» **SUPPLIED ENTRIES**:

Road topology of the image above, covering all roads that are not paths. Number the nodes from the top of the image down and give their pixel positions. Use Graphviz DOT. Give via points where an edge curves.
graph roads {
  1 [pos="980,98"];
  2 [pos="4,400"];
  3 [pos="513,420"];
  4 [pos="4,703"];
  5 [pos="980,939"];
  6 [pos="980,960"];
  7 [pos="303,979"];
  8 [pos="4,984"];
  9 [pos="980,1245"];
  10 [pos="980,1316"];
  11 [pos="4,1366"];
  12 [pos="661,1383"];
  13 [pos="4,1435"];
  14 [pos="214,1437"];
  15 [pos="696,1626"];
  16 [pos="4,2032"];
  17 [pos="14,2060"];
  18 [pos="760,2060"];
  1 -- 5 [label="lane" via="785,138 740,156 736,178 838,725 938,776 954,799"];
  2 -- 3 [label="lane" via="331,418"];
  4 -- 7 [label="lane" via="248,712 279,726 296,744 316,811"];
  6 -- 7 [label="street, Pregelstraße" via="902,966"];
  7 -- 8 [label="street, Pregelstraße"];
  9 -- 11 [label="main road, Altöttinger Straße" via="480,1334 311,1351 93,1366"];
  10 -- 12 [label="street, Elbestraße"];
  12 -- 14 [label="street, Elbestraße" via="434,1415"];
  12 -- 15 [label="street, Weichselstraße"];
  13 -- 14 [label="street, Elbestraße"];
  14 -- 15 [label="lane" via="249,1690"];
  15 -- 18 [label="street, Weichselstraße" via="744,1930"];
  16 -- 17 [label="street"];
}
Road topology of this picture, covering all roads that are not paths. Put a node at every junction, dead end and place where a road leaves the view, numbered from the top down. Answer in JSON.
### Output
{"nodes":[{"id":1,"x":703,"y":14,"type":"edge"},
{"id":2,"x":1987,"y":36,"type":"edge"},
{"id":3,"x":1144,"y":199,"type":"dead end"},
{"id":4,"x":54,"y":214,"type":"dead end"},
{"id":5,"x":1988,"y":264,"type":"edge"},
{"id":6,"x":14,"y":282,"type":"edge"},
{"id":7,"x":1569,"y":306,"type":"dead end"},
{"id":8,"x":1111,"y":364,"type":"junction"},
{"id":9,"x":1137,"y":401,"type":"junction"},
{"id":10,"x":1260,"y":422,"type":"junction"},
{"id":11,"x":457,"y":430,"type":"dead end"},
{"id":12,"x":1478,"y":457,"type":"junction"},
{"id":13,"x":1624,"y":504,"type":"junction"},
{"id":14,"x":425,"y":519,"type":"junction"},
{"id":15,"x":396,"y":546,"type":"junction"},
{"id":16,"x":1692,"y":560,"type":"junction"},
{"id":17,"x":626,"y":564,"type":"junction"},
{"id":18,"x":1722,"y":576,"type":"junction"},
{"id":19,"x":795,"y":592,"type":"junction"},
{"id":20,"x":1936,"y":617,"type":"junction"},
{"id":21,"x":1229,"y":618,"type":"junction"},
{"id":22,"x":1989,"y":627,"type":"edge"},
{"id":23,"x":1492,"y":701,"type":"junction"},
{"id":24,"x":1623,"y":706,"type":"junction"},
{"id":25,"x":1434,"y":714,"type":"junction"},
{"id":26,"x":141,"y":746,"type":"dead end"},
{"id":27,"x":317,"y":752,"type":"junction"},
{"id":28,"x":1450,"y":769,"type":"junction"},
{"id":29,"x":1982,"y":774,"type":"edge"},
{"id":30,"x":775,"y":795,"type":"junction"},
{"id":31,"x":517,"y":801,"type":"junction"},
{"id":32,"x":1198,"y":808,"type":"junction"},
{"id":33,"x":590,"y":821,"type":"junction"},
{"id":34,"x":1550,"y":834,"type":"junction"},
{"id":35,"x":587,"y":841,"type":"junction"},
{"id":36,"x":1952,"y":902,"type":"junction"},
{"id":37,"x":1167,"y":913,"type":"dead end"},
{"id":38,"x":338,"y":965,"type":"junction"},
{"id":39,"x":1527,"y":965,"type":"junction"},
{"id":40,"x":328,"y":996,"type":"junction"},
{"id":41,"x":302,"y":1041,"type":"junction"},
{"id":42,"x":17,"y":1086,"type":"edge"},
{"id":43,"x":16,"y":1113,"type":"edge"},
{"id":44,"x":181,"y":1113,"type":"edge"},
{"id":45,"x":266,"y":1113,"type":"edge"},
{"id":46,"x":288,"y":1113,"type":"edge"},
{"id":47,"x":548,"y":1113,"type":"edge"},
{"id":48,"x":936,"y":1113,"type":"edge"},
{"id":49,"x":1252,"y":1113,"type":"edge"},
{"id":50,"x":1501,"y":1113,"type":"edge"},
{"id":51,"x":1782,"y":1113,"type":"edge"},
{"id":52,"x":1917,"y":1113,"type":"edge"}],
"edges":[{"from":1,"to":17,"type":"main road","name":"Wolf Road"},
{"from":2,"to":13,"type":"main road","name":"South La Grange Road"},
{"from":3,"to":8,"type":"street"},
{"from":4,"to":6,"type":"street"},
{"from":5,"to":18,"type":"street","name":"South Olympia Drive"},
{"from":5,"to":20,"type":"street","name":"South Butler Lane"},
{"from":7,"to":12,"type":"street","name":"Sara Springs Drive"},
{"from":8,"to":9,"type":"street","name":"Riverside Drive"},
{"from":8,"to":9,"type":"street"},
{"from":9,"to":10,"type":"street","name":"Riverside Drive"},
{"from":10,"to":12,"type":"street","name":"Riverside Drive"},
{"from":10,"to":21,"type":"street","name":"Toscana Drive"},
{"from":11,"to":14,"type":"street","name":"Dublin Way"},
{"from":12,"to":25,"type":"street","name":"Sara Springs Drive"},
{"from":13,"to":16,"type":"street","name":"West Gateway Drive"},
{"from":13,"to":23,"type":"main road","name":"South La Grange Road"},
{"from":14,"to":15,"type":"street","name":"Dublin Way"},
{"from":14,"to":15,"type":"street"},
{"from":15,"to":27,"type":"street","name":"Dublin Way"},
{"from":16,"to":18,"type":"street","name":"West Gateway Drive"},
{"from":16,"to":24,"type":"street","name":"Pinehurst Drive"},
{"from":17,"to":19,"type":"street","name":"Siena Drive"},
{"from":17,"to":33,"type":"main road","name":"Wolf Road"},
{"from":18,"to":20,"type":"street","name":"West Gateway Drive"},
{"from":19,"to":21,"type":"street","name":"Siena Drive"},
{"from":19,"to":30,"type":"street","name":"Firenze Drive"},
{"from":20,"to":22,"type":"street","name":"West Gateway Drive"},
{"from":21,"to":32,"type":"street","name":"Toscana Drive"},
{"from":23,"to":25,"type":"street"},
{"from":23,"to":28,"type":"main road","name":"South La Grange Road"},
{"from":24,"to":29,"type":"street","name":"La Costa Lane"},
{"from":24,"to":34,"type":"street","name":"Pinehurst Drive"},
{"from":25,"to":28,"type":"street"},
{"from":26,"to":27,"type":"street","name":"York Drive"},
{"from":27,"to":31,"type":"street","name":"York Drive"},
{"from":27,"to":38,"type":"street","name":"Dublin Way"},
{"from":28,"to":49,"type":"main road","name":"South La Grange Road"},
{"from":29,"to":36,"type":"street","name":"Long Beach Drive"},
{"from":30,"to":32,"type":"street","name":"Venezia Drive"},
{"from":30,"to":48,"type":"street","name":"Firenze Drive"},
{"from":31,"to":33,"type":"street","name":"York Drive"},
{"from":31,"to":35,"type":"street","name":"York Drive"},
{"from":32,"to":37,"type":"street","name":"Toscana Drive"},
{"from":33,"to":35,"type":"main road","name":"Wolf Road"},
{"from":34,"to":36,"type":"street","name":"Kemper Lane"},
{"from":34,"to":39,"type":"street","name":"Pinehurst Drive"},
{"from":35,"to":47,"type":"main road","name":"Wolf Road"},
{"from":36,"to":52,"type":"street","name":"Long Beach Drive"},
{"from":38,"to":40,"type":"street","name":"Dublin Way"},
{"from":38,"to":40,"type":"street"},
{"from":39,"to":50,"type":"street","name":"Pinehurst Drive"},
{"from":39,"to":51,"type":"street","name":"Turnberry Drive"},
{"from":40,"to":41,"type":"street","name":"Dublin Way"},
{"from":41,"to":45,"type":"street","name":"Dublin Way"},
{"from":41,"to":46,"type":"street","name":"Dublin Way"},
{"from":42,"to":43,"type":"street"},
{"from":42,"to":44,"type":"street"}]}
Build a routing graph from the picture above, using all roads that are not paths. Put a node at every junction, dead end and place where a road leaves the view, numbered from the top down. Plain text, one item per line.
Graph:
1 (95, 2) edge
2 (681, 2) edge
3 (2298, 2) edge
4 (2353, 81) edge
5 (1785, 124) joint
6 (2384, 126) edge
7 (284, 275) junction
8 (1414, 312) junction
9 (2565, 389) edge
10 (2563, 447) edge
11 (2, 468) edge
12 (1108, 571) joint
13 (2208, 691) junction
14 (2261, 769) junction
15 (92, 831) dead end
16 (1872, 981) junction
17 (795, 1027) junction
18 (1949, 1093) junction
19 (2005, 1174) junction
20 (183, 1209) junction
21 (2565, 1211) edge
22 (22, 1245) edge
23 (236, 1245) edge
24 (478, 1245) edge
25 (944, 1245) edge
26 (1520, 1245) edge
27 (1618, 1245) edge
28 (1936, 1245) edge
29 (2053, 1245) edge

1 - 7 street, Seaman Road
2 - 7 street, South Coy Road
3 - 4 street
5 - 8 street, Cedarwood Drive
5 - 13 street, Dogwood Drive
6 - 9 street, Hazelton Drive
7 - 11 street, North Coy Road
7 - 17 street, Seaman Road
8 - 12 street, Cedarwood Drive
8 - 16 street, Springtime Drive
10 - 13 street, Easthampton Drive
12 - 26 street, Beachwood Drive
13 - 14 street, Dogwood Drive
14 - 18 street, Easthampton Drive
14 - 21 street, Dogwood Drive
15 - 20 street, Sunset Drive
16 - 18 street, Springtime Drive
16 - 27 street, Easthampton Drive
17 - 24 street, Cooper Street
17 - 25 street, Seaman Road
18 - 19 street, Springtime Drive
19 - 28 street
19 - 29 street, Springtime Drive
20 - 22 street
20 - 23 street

» **WORK TO BE COMPLETED**:
Starting with the line that contains "Build a routing", output every line through the end of the listing above, unchanged.

» **THE ANSWER**:
Build a routing graph from the picture above, using all roads that are not paths. Put a node at every junction, dead end and place where a road leaves the view, numbered from the top down. Plain text, one item per line.
Graph:
1 (95, 2) edge
2 (681, 2) edge
3 (2298, 2) edge
4 (2353, 81) edge
5 (1785, 124) joint
6 (2384, 126) edge
7 (284, 275) junction
8 (1414, 312) junction
9 (2565, 389) edge
10 (2563, 447) edge
11 (2, 468) edge
12 (1108, 571) joint
13 (2208, 691) junction
14 (2261, 769) junction
15 (92, 831) dead end
16 (1872, 981) junction
17 (795, 1027) junction
18 (1949, 1093) junction
19 (2005, 1174) junction
20 (183, 1209) junction
21 (2565, 1211) edge
22 (22, 1245) edge
23 (236, 1245) edge
24 (478, 1245) edge
25 (944, 1245) edge
26 (1520, 1245) edge
27 (1618, 1245) edge
28 (1936, 1245) edge
29 (2053, 1245) edge

1 - 7 street, Seaman Road
2 - 7 street, South Coy Road
3 - 4 street
5 - 8 street, Cedarwood Drive
5 - 13 street, Dogwood Drive
6 - 9 street, Hazelton Drive
7 - 11 street, North Coy Road
7 - 17 street, Seaman Road
8 - 12 street, Cedarwood Drive
8 - 16 street, Springtime Drive
10 - 13 street, Easthampton Drive
12 - 26 street, Beachwood Drive
13 - 14 street, Dogwood Drive
14 - 18 street, Easthampton Drive
14 - 21 street, Dogwood Drive
15 - 20 street, Sunset Drive
16 - 18 street, Springtime Drive
16 - 27 street, Easthampton Drive
17 - 24 street, Cooper Street
17 - 25 street, Seaman Road
18 - 19 street, Springtime Drive
19 - 28 street
19 - 29 street, Springtime Drive
20 - 22 street
20 - 23 street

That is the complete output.